Content starts
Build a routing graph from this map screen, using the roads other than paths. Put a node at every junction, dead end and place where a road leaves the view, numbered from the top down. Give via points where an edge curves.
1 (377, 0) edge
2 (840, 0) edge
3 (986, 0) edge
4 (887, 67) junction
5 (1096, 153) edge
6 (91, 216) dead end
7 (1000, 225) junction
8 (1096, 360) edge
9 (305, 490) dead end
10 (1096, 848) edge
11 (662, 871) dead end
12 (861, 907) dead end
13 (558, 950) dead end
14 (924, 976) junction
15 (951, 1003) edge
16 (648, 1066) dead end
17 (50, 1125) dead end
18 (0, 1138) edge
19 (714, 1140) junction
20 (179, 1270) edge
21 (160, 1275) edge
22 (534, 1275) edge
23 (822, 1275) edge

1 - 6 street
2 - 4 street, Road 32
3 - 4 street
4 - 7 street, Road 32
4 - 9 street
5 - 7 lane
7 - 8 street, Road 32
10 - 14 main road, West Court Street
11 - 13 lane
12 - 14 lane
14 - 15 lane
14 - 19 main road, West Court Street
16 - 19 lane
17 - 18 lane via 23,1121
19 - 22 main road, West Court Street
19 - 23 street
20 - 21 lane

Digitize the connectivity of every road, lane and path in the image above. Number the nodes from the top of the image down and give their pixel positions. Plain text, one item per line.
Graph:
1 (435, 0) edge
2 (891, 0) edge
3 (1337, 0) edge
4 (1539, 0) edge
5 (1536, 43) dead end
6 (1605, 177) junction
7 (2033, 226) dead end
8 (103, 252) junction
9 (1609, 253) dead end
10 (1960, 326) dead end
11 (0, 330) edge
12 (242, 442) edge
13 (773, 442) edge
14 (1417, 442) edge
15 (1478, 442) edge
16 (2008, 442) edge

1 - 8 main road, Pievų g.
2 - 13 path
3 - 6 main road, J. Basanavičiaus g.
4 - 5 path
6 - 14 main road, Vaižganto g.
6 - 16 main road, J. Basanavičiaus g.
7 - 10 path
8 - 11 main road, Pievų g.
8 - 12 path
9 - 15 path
Content ends
**ACTIVITY**
Write out exactly the lines of the entries above that run from the line containing "Digitize the connectivity" through the last line, including both.

**ANSWER TO THIS EXERCISE**
Digitize the connectivity of every road, lane and path in the image above. Number the nodes from the top of the image down and give their pixel positions. Plain text, one item per line.
Graph:
1 (435, 0) edge
2 (891, 0) edge
3 (1337, 0) edge
4 (1539, 0) edge
5 (1536, 43) dead end
6 (1605, 177) junction
7 (2033, 226) dead end
8 (103, 252) junction
9 (1609, 253) dead end
10 (1960, 326) dead end
11 (0, 330) edge
12 (242, 442) edge
13 (773, 442) edge
14 (1417, 442) edge
15 (1478, 442) edge
16 (2008, 442) edge

1 - 8 main road, Pievų g.
2 - 13 path
3 - 6 main road, J. Basanavičiaus g.
4 - 5 path
6 - 14 main road, Vaižganto g.
6 - 16 main road, J. Basanavičiaus g.
7 - 10 path
8 - 11 main road, Pievų g.
8 - 12 path
9 - 15 path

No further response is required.